PROBLEM DETAILS — Each line below must be written out exactly as shown.

───── DATASET EXTRACT

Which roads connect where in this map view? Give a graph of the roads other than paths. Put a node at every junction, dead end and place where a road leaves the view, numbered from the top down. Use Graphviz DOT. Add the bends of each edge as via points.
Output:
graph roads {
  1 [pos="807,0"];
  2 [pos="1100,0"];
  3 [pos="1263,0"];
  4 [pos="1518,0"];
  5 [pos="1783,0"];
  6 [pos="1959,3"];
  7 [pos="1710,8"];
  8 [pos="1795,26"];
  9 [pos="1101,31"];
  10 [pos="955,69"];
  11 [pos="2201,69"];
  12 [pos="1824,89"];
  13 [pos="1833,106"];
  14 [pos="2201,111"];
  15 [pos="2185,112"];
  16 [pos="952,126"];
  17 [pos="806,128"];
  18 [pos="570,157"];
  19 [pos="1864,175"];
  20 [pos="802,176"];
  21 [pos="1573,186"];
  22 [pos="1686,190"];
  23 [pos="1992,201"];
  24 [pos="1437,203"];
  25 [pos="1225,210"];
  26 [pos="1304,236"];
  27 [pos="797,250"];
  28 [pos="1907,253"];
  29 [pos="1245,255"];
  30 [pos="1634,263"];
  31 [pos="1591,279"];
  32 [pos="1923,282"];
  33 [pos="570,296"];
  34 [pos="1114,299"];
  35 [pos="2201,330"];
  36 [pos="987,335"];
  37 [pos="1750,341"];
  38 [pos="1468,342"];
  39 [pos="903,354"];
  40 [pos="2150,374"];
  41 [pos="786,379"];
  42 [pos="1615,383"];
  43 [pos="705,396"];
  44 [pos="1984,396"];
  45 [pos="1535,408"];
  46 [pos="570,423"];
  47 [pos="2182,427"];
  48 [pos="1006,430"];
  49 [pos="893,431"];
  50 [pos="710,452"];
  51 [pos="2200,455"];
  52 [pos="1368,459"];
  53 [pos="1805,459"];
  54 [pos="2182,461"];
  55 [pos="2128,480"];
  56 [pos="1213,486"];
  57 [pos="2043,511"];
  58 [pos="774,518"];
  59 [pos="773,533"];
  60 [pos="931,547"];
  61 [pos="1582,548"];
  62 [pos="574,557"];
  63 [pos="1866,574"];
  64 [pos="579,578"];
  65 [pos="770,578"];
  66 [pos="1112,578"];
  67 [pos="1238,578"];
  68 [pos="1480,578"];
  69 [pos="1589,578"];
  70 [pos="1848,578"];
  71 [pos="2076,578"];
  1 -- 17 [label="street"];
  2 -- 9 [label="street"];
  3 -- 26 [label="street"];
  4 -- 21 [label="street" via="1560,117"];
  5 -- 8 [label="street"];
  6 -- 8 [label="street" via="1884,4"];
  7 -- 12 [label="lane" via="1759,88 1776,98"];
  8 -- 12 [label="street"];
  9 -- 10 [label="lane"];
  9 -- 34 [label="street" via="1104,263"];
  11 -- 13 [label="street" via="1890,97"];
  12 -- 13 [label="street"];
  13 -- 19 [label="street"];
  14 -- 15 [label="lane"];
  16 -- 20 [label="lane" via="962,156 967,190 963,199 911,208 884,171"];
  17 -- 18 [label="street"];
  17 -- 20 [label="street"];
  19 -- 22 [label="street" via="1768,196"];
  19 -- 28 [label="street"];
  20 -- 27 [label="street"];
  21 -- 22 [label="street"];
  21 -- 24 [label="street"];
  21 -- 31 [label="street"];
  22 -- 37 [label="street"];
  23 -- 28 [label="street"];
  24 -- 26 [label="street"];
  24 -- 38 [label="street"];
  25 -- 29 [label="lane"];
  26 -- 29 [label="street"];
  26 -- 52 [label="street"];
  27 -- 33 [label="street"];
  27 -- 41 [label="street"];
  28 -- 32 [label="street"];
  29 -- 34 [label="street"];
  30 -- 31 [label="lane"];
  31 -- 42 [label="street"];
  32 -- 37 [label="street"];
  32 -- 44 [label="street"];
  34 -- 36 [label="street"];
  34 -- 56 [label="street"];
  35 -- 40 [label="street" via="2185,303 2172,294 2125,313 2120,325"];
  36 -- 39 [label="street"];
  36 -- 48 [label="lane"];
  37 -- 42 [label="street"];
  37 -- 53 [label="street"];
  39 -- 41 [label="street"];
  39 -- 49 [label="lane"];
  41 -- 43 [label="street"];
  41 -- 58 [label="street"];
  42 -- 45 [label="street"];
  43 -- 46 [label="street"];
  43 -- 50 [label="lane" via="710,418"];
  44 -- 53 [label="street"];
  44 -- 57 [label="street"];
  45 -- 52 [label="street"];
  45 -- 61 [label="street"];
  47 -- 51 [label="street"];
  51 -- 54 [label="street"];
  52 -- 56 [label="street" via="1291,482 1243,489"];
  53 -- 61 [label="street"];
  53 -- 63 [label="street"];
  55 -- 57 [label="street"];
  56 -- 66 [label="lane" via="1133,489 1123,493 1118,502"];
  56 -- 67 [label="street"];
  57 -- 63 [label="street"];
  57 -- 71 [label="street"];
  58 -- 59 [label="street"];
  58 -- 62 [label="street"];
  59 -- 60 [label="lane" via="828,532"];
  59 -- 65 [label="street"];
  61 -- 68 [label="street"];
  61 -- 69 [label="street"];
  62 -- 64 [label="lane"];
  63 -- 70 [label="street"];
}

──────────

ANSWER SPACE —
Which roads connect where in this map view? Give a graph of the roads other than paths. Put a node at every junction, dead end and place where a road leaves the view, numbered from the top down. Use Graphviz DOT. Add the bends of each edge as via points.
Output:
graph roads {
  1 [pos="807,0"];
  2 [pos="1100,0"];
  3 [pos="1263,0"];
  4 [pos="1518,0"];
  5 [pos="1783,0"];
  6 [pos="1959,3"];
  7 [pos="1710,8"];
  8 [pos="1795,26"];
  9 [pos="1101,31"];
  10 [pos="955,69"];
  11 [pos="2201,69"];
  12 [pos="1824,89"];
  13 [pos="1833,106"];
  14 [pos="2201,111"];
  15 [pos="2185,112"];
  16 [pos="952,126"];
  17 [pos="806,128"];
  18 [pos="570,157"];
  19 [pos="1864,175"];
  20 [pos="802,176"];
  21 [pos="1573,186"];
  22 [pos="1686,190"];
  23 [pos="1992,201"];
  24 [pos="1437,203"];
  25 [pos="1225,210"];
  26 [pos="1304,236"];
  27 [pos="797,250"];
  28 [pos="1907,253"];
  29 [pos="1245,255"];
  30 [pos="1634,263"];
  31 [pos="1591,279"];
  32 [pos="1923,282"];
  33 [pos="570,296"];
  34 [pos="1114,299"];
  35 [pos="2201,330"];
  36 [pos="987,335"];
  37 [pos="1750,341"];
  38 [pos="1468,342"];
  39 [pos="903,354"];
  40 [pos="2150,374"];
  41 [pos="786,379"];
  42 [pos="1615,383"];
  43 [pos="705,396"];
  44 [pos="1984,396"];
  45 [pos="1535,408"];
  46 [pos="570,423"];
  47 [pos="2182,427"];
  48 [pos="1006,430"];
  49 [pos="893,431"];
  50 [pos="710,452"];
  51 [pos="2200,455"];
  52 [pos="1368,459"];
  53 [pos="1805,459"];
  54 [pos="2182,461"];
  55 [pos="2128,480"];
  56 [pos="1213,486"];
  57 [pos="2043,511"];
  58 [pos="774,518"];
  59 [pos="773,533"];
  60 [pos="931,547"];
  61 [pos="1582,548"];
  62 [pos="574,557"];
  63 [pos="1866,574"];
  64 [pos="579,578"];
  65 [pos="770,578"];
  66 [pos="1112,578"];
  67 [pos="1238,578"];
  68 [pos="1480,578"];
  69 [pos="1589,578"];
  70 [pos="1848,578"];
  71 [pos="2076,578"];
  1 -- 17 [label="street"];
  2 -- 9 [label="street"];
  3 -- 26 [label="street"];
  4 -- 21 [label="street" via="1560,117"];
  5 -- 8 [label="street"];
  6 -- 8 [label="street" via="1884,4"];
  7 -- 12 [label="lane" via="1759,88 1776,98"];
  8 -- 12 [label="street"];
  9 -- 10 [label="lane"];
  9 -- 34 [label="street" via="1104,263"];
  11 -- 13 [label="street" via="1890,97"];
  12 -- 13 [label="street"];
  13 -- 19 [label="street"];
  14 -- 15 [label="lane"];
  16 -- 20 [label="lane" via="962,156 967,190 963,199 911,208 884,171"];
  17 -- 18 [label="street"];
  17 -- 20 [label="street"];
  19 -- 22 [label="street" via="1768,196"];
  19 -- 28 [label="street"];
  20 -- 27 [label="street"];
  21 -- 22 [label="street"];
  21 -- 24 [label="street"];
  21 -- 31 [label="street"];
  22 -- 37 [label="street"];
  23 -- 28 [label="street"];
  24 -- 26 [label="street"];
  24 -- 38 [label="street"];
  25 -- 29 [label="lane"];
  26 -- 29 [label="street"];
  26 -- 52 [label="street"];
  27 -- 33 [label="street"];
  27 -- 41 [label="street"];
  28 -- 32 [label="street"];
  29 -- 34 [label="street"];
  30 -- 31 [label="lane"];
  31 -- 42 [label="street"];
  32 -- 37 [label="street"];
  32 -- 44 [label="street"];
  34 -- 36 [label="street"];
  34 -- 56 [label="street"];
  35 -- 40 [label="street" via="2185,303 2172,294 2125,313 2120,325"];
  36 -- 39 [label="street"];
  36 -- 48 [label="lane"];
  37 -- 42 [label="street"];
  37 -- 53 [label="street"];
  39 -- 41 [label="street"];
  39 -- 49 [label="lane"];
  41 -- 43 [label="street"];
  41 -- 58 [label="street"];
  42 -- 45 [label="street"];
  43 -- 46 [label="street"];
  43 -- 50 [label="lane" via="710,418"];
  44 -- 53 [label="street"];
  44 -- 57 [label="street"];
  45 -- 52 [label="street"];
  45 -- 61 [label="street"];
  47 -- 51 [label="street"];
  51 -- 54 [label="street"];
  52 -- 56 [label="street" via="1291,482 1243,489"];
  53 -- 61 [label="street"];
  53 -- 63 [label="street"];
  55 -- 57 [label="street"];
  56 -- 66 [label="lane" via="1133,489 1123,493 1118,502"];
  56 -- 67 [label="street"];
  57 -- 63 [label="street"];
  57 -- 71 [label="street"];
  58 -- 59 [label="street"];
  58 -- 62 [label="street"];
  59 -- 60 [label="lane" via="828,532"];
  59 -- 65 [label="street"];
  61 -- 68 [label="street"];
  61 -- 69 [label="street"];
  62 -- 64 [label="lane"];
  63 -- 70 [label="street"];
}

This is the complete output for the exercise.